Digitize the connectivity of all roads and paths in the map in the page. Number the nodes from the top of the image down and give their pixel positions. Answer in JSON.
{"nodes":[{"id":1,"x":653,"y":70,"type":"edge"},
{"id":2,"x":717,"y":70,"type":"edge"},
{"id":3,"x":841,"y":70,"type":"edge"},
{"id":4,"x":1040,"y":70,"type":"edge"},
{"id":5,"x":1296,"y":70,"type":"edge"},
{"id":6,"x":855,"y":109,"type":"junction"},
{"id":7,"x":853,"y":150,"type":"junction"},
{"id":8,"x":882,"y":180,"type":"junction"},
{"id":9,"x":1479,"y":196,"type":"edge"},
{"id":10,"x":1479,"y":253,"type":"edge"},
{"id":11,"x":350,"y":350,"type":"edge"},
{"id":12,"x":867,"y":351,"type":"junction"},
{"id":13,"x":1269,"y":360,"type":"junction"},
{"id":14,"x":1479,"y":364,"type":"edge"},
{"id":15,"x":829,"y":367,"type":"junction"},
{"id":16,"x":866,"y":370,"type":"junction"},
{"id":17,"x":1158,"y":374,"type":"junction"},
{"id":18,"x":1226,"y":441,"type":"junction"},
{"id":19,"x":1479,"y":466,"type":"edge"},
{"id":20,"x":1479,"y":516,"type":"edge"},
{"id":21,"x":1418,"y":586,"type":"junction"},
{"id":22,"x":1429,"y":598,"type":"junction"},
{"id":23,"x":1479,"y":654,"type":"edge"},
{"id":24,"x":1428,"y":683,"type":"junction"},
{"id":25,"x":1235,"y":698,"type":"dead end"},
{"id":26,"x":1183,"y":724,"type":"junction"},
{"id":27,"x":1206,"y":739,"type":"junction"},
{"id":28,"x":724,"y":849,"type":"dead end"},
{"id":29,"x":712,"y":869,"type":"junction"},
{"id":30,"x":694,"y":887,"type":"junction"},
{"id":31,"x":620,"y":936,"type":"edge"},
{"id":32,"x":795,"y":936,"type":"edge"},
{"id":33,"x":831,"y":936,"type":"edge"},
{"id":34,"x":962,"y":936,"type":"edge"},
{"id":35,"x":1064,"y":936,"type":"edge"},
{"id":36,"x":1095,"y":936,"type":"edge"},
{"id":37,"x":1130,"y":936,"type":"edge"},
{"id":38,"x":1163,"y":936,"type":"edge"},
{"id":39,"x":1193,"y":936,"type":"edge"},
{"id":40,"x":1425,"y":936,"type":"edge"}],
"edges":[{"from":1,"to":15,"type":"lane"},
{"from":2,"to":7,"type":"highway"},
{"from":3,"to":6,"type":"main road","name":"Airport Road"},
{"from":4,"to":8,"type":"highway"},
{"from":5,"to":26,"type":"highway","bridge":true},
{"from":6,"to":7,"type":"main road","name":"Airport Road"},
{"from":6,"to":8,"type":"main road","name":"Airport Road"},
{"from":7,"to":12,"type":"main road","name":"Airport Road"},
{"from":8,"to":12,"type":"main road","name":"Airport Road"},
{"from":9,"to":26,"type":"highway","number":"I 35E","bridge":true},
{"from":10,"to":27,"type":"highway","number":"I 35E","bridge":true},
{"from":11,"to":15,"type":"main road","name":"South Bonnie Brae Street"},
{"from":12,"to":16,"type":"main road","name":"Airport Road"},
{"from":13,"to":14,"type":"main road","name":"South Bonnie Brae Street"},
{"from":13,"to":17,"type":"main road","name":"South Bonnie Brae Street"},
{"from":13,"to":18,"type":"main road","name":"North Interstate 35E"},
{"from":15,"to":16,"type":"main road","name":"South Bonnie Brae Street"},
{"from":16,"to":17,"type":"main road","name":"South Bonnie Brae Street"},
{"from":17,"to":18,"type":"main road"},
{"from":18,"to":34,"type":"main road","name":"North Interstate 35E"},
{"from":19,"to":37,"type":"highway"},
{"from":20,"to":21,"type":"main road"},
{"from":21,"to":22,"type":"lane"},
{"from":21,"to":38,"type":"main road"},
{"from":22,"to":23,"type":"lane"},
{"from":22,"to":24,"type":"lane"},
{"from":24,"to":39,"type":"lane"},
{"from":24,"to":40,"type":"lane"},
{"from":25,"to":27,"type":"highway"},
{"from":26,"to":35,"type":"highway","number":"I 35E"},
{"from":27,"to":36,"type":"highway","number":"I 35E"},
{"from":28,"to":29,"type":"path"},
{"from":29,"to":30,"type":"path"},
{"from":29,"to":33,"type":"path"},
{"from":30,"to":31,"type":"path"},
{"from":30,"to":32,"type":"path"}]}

##########

WHAT YOU SHOULD DO >>
The whole listing above should be copied out exactly, line by line.

COMPLETED EXERCISE >>
Digitize the connectivity of all roads and paths in the map in the page. Number the nodes from the top of the image down and give their pixel positions. Answer in JSON.
{"nodes":[{"id":1,"x":653,"y":70,"type":"edge"},
{"id":2,"x":717,"y":70,"type":"edge"},
{"id":3,"x":841,"y":70,"type":"edge"},
{"id":4,"x":1040,"y":70,"type":"edge"},
{"id":5,"x":1296,"y":70,"type":"edge"},
{"id":6,"x":855,"y":109,"type":"junction"},
{"id":7,"x":853,"y":150,"type":"junction"},
{"id":8,"x":882,"y":180,"type":"junction"},
{"id":9,"x":1479,"y":196,"type":"edge"},
{"id":10,"x":1479,"y":253,"type":"edge"},
{"id":11,"x":350,"y":350,"type":"edge"},
{"id":12,"x":867,"y":351,"type":"junction"},
{"id":13,"x":1269,"y":360,"type":"junction"},
{"id":14,"x":1479,"y":364,"type":"edge"},
{"id":15,"x":829,"y":367,"type":"junction"},
{"id":16,"x":866,"y":370,"type":"junction"},
{"id":17,"x":1158,"y":374,"type":"junction"},
{"id":18,"x":1226,"y":441,"type":"junction"},
{"id":19,"x":1479,"y":466,"type":"edge"},
{"id":20,"x":1479,"y":516,"type":"edge"},
{"id":21,"x":1418,"y":586,"type":"junction"},
{"id":22,"x":1429,"y":598,"type":"junction"},
{"id":23,"x":1479,"y":654,"type":"edge"},
{"id":24,"x":1428,"y":683,"type":"junction"},
{"id":25,"x":1235,"y":698,"type":"dead end"},
{"id":26,"x":1183,"y":724,"type":"junction"},
{"id":27,"x":1206,"y":739,"type":"junction"},
{"id":28,"x":724,"y":849,"type":"dead end"},
{"id":29,"x":712,"y":869,"type":"junction"},
{"id":30,"x":694,"y":887,"type":"junction"},
{"id":31,"x":620,"y":936,"type":"edge"},
{"id":32,"x":795,"y":936,"type":"edge"},
{"id":33,"x":831,"y":936,"type":"edge"},
{"id":34,"x":962,"y":936,"type":"edge"},
{"id":35,"x":1064,"y":936,"type":"edge"},
{"id":36,"x":1095,"y":936,"type":"edge"},
{"id":37,"x":1130,"y":936,"type":"edge"},
{"id":38,"x":1163,"y":936,"type":"edge"},
{"id":39,"x":1193,"y":936,"type":"edge"},
{"id":40,"x":1425,"y":936,"type":"edge"}],
"edges":[{"from":1,"to":15,"type":"lane"},
{"from":2,"to":7,"type":"highway"},
{"from":3,"to":6,"type":"main road","name":"Airport Road"},
{"from":4,"to":8,"type":"highway"},
{"from":5,"to":26,"type":"highway","bridge":true},
{"from":6,"to":7,"type":"main road","name":"Airport Road"},
{"from":6,"to":8,"type":"main road","name":"Airport Road"},
{"from":7,"to":12,"type":"main road","name":"Airport Road"},
{"from":8,"to":12,"type":"main road","name":"Airport Road"},
{"from":9,"to":26,"type":"highway","number":"I 35E","bridge":true},
{"from":10,"to":27,"type":"highway","number":"I 35E","bridge":true},
{"from":11,"to":15,"type":"main road","name":"South Bonnie Brae Street"},
{"from":12,"to":16,"type":"main road","name":"Airport Road"},
{"from":13,"to":14,"type":"main road","name":"South Bonnie Brae Street"},
{"from":13,"to":17,"type":"main road","name":"South Bonnie Brae Street"},
{"from":13,"to":18,"type":"main road","name":"North Interstate 35E"},
{"from":15,"to":16,"type":"main road","name":"South Bonnie Brae Street"},
{"from":16,"to":17,"type":"main road","name":"South Bonnie Brae Street"},
{"from":17,"to":18,"type":"main road"},
{"from":18,"to":34,"type":"main road","name":"North Interstate 35E"},
{"from":19,"to":37,"type":"highway"},
{"from":20,"to":21,"type":"main road"},
{"from":21,"to":22,"type":"lane"},
{"from":21,"to":38,"type":"main road"},
{"from":22,"to":23,"type":"lane"},
{"from":22,"to":24,"type":"lane"},
{"from":24,"to":39,"type":"lane"},
{"from":24,"to":40,"type":"lane"},
{"from":25,"to":27,"type":"highway"},
{"from":26,"to":35,"type":"highway","number":"I 35E"},
{"from":27,"to":36,"type":"highway","number":"I 35E"},
{"from":28,"to":29,"type":"path"},
{"from":29,"to":30,"type":"path"},
{"from":29,"to":33,"type":"path"},
{"from":30,"to":31,"type":"path"},
{"from":30,"to":32,"type":"path"}]}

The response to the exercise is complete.